_Task description_
This exercise asks for every line of the material that contains the word "points".

_Entries supplied_
::::::::

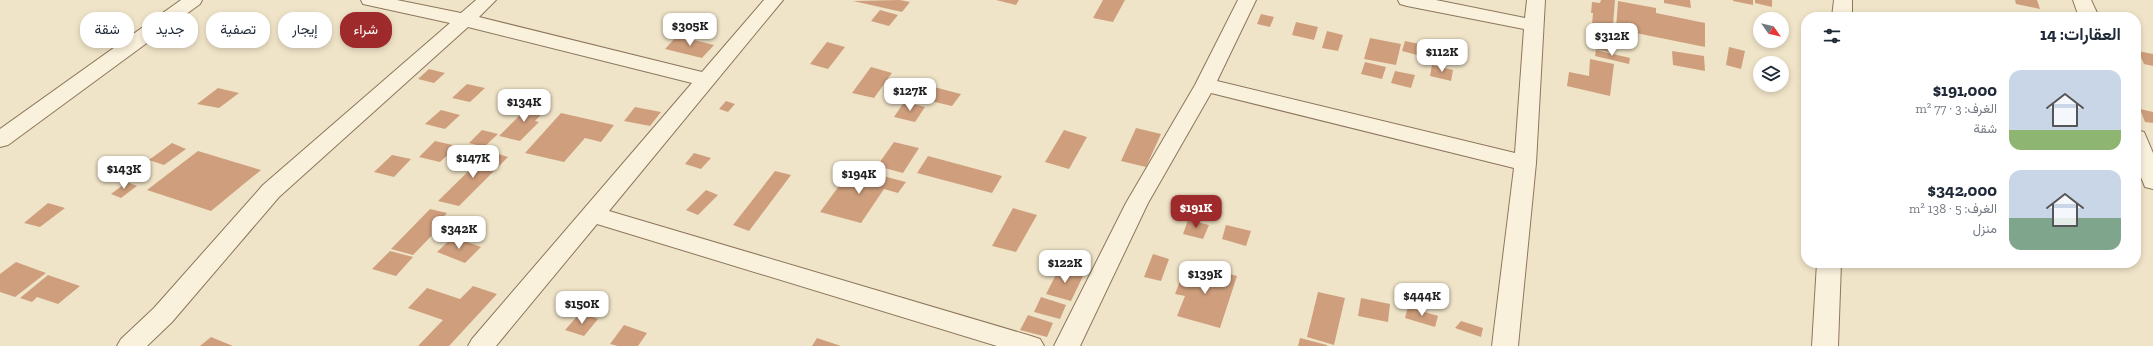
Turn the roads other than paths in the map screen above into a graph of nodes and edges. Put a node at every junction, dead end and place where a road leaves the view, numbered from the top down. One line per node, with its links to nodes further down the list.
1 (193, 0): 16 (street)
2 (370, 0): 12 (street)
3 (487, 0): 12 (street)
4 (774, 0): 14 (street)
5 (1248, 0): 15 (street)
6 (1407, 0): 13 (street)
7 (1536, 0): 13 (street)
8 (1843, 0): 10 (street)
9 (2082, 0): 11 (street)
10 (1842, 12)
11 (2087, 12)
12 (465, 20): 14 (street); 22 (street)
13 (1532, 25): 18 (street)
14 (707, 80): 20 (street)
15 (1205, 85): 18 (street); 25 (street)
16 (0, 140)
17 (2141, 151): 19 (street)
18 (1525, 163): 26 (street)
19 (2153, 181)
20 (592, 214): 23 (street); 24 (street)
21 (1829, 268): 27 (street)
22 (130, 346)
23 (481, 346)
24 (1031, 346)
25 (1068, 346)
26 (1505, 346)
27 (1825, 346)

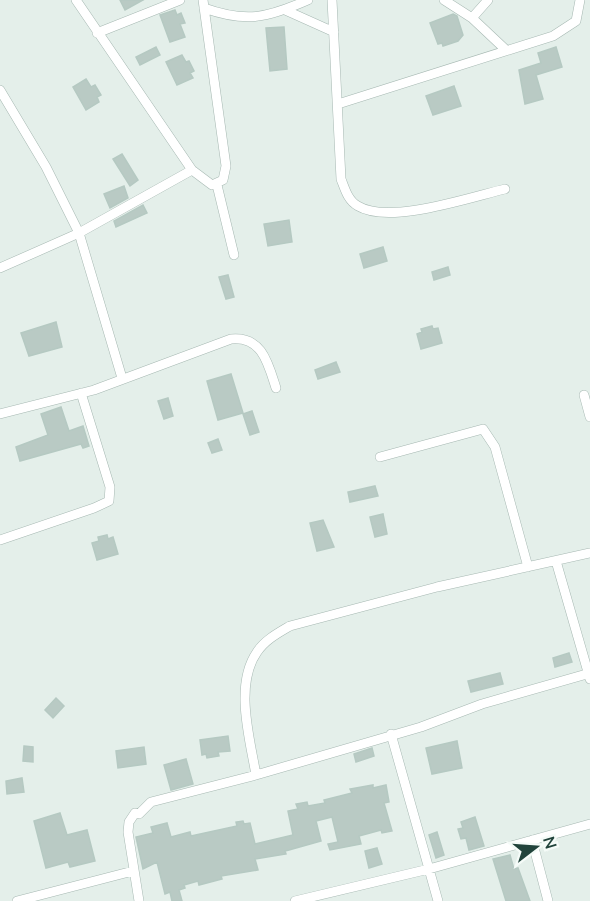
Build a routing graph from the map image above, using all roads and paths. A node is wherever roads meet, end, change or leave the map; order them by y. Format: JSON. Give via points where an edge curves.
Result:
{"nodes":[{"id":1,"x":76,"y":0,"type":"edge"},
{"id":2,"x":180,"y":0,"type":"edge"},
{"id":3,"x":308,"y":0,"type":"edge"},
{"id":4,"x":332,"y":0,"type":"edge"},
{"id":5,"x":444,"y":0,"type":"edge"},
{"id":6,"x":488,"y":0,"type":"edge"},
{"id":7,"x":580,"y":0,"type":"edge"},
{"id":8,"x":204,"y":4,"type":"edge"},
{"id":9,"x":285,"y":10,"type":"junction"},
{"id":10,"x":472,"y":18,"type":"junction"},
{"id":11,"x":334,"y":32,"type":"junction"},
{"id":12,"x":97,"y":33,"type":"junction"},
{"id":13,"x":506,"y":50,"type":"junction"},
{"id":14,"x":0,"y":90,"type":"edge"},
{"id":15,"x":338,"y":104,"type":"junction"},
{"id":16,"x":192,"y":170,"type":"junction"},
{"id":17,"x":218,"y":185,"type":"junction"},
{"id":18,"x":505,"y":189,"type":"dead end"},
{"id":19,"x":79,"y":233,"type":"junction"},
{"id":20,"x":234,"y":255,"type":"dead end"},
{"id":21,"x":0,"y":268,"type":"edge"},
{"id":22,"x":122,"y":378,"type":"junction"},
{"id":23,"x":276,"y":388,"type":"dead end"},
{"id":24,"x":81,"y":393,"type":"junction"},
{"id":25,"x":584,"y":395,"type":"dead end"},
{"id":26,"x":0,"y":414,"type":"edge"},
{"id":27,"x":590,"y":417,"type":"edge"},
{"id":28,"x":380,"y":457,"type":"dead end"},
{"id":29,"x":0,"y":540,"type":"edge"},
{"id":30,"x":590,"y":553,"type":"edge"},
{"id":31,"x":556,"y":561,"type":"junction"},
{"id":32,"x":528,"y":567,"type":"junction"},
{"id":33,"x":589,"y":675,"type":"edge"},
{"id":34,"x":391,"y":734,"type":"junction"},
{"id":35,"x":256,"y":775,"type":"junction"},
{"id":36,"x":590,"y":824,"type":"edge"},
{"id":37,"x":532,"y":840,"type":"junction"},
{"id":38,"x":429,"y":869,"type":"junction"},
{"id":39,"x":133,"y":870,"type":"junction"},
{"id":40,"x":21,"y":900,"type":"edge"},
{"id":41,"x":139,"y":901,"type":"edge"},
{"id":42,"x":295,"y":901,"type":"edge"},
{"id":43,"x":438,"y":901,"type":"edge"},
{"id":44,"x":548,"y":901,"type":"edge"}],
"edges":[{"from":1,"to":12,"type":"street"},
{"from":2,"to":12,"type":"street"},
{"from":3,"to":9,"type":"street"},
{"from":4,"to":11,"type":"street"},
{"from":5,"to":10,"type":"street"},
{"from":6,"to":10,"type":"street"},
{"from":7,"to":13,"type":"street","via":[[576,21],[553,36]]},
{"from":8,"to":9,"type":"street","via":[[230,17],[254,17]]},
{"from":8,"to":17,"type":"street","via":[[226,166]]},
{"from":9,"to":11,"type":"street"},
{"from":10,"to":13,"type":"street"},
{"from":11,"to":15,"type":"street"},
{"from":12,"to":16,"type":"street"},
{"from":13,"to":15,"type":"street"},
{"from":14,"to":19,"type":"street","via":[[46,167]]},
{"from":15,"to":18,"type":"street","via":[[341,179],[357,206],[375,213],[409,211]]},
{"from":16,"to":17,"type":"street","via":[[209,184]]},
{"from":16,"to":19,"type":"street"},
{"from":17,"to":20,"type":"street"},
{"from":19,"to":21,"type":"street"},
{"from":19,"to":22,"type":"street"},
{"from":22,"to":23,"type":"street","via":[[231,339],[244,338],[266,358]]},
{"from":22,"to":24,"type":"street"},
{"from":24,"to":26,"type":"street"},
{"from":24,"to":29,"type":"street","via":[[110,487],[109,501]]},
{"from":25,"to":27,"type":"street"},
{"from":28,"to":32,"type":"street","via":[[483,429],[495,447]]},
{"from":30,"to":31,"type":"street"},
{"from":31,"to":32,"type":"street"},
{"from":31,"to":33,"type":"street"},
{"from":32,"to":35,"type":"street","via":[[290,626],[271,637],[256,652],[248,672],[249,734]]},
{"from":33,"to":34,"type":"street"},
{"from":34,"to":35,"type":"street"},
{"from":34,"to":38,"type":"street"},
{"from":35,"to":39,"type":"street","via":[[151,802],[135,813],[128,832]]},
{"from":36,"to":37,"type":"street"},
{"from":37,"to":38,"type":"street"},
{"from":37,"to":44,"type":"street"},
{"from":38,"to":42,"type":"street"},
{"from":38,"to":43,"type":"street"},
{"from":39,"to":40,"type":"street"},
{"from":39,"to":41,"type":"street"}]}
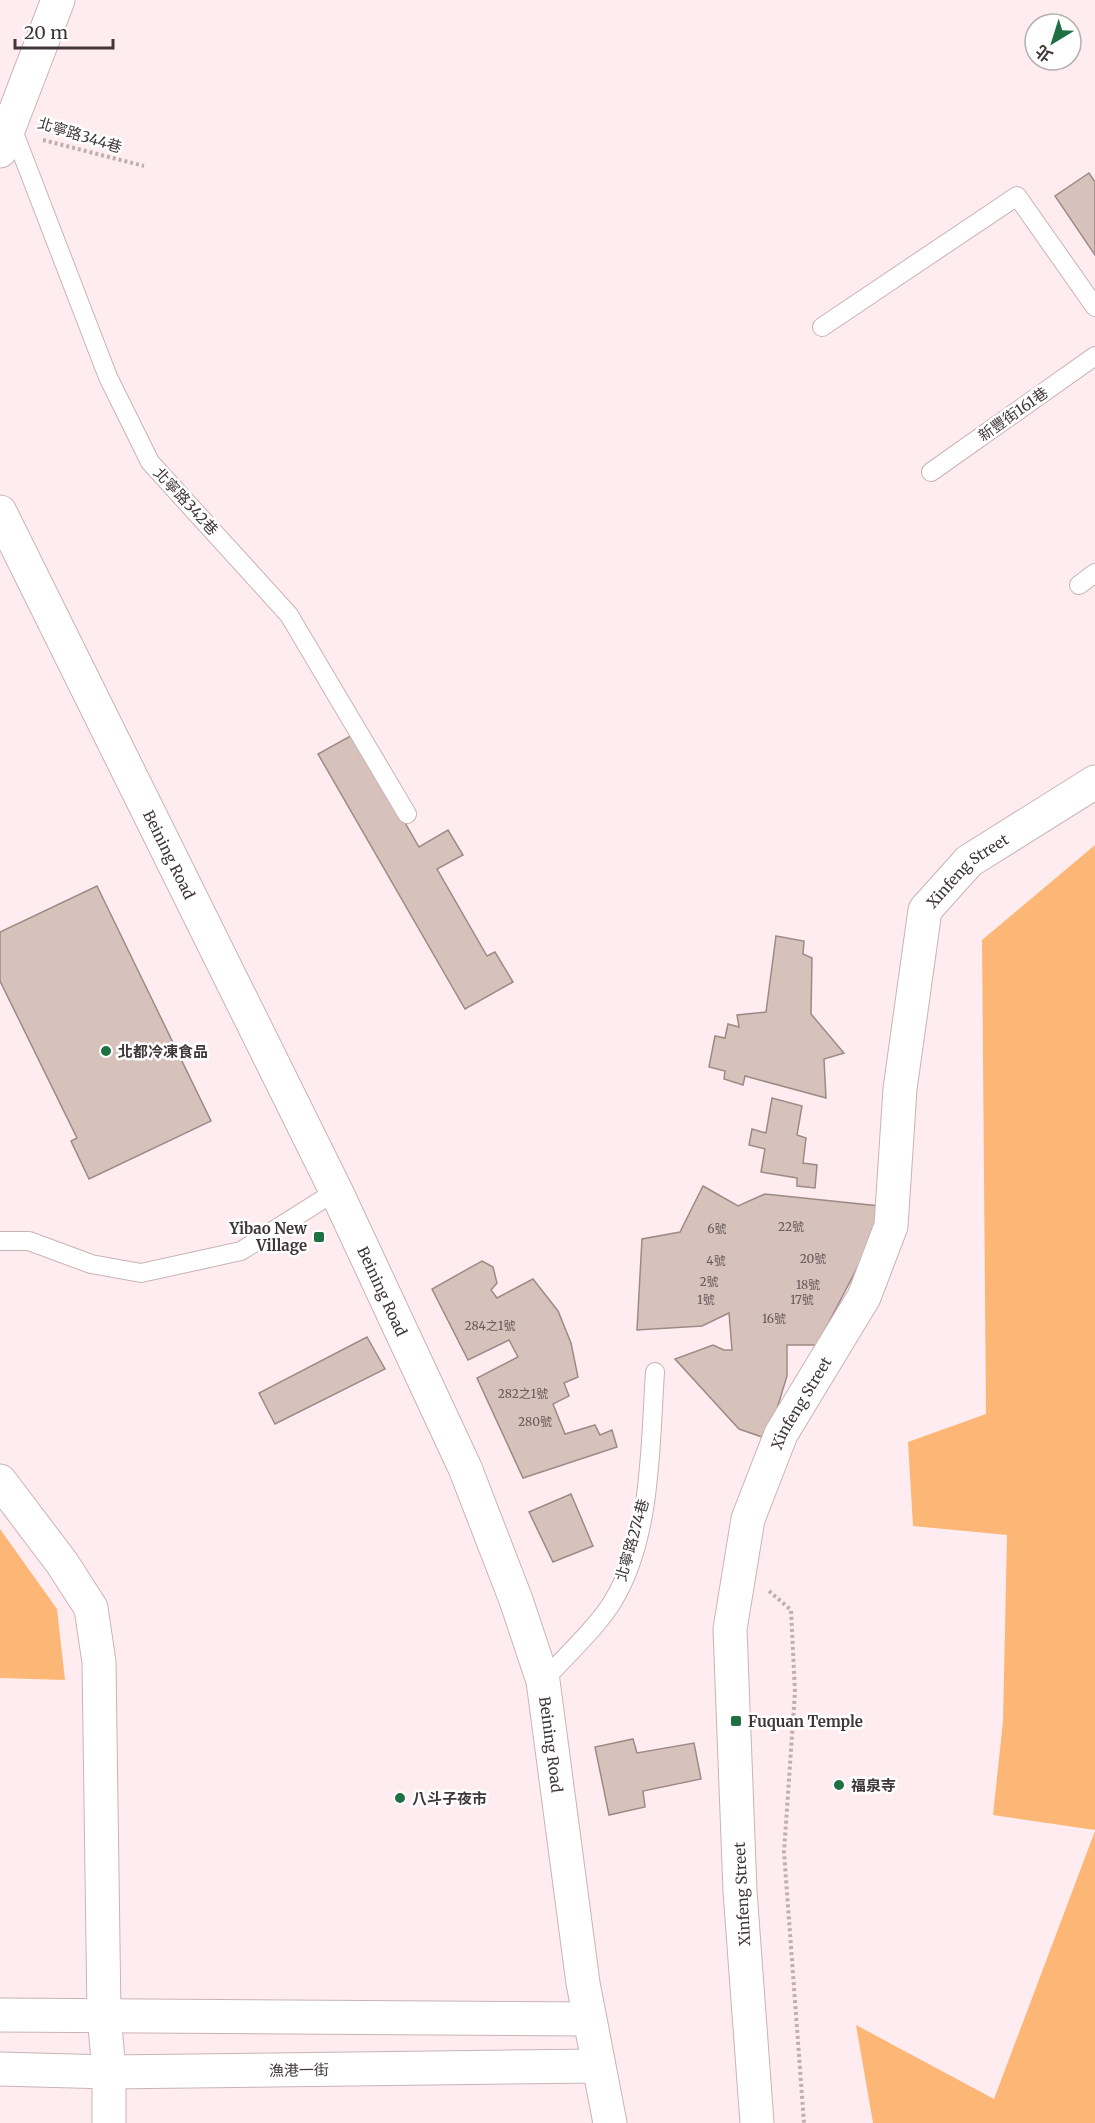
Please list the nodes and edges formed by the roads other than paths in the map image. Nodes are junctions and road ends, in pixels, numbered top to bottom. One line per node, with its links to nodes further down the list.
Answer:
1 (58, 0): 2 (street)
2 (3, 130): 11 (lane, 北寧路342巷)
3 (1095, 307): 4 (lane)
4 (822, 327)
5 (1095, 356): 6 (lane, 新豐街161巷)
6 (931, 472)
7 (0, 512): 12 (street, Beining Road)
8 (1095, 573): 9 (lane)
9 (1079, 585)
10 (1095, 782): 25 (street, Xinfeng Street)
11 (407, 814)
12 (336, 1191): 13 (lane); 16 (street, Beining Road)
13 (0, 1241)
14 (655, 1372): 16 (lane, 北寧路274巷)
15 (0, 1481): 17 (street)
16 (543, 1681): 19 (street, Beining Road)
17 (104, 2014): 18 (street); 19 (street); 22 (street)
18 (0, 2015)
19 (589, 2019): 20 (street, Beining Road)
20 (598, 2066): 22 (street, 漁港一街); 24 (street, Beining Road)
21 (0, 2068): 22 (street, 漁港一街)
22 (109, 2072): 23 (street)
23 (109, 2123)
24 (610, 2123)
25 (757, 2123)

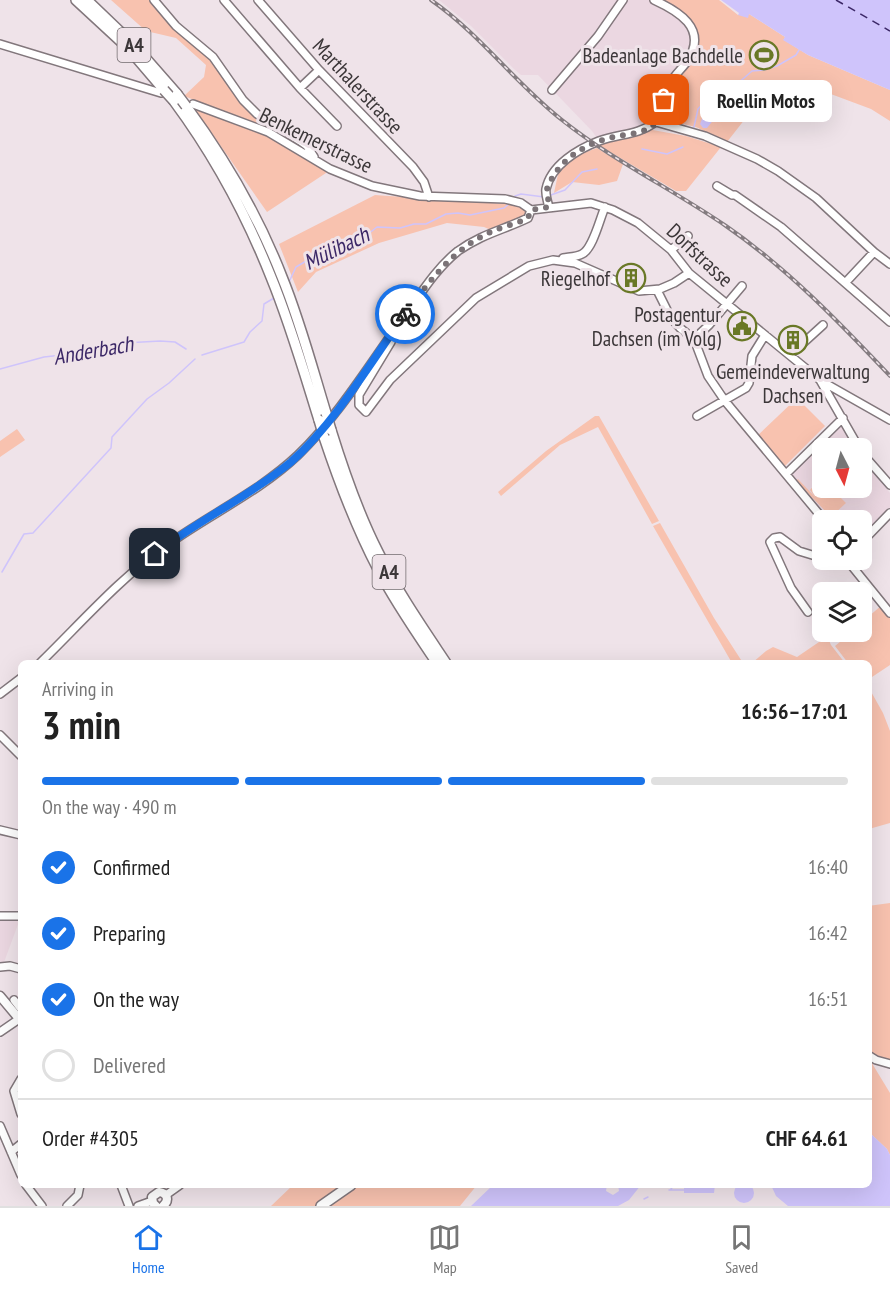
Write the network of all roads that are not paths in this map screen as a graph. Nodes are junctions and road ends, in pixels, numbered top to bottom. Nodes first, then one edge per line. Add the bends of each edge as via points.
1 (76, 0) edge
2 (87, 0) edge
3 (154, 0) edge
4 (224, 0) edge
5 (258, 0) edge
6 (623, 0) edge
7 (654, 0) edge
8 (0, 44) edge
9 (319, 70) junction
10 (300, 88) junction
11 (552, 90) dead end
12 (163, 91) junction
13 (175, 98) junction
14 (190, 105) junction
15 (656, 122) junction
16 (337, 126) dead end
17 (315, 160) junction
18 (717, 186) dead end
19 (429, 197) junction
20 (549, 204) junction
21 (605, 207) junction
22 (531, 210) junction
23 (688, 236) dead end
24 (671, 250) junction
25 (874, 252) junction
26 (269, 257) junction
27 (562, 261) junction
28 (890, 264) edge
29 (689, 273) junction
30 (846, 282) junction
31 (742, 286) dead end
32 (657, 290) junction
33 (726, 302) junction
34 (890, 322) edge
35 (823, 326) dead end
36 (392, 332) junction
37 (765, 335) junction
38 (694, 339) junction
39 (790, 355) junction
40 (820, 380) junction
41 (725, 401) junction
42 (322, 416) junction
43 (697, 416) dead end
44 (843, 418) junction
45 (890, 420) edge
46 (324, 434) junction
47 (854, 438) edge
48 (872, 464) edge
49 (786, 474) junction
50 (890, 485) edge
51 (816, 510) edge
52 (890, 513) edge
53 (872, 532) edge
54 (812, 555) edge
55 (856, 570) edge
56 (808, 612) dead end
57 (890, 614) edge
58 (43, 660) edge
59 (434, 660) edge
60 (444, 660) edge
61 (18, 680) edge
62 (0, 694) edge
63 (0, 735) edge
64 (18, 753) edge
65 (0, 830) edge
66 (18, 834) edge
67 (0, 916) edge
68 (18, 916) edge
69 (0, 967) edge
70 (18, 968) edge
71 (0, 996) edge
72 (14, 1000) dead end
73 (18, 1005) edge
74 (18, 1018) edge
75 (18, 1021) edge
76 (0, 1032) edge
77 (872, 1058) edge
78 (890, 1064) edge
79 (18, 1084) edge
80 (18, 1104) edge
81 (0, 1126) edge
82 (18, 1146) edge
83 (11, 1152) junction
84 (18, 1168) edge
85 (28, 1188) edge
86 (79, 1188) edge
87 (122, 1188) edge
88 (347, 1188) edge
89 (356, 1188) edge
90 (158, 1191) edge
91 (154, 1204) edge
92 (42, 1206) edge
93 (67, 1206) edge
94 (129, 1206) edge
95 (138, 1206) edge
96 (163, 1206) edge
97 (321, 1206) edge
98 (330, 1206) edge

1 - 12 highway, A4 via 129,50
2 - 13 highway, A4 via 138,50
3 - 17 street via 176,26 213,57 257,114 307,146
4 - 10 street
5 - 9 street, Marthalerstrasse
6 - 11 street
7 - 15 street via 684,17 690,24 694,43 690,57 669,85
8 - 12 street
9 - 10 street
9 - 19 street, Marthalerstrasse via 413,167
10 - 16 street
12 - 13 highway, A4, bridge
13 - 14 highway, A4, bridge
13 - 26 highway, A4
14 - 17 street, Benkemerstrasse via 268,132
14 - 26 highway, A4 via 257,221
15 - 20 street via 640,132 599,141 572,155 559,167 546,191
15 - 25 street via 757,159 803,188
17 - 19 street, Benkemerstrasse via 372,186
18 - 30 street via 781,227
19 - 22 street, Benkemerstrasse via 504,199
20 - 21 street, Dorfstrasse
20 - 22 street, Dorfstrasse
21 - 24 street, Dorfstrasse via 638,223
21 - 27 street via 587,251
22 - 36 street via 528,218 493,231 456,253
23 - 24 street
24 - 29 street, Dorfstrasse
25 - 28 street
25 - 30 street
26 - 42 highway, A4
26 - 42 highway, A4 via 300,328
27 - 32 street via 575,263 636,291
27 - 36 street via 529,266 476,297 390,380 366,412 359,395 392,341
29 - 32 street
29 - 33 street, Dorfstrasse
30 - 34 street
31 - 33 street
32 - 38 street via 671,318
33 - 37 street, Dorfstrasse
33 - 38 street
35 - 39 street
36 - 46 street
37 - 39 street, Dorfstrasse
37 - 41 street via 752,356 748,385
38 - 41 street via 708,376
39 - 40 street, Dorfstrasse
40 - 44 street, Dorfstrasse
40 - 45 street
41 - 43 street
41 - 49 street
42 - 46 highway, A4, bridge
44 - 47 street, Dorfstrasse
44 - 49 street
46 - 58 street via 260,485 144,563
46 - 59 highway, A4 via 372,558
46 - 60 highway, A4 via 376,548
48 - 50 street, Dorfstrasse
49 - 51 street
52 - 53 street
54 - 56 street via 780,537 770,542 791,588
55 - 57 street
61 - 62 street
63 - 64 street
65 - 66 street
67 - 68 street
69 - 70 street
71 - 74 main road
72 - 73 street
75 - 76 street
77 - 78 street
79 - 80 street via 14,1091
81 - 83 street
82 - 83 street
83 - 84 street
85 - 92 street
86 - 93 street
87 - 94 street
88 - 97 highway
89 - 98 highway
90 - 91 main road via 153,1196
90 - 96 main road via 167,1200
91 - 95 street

::::::::

_Result of this task_
Build a routing graph from the map image above, using all roads and paths. A node is wherever roads meet, end, change or leave the map; order them by y. Format: JSON. Give via points where an edge curves.
Write the network of all roads that are not paths in this map screen as a graph. Nodes are junctions and road ends, in pixels, numbered top to bottom. Nodes first, then one edge per line. Add the bends of each edge as via points.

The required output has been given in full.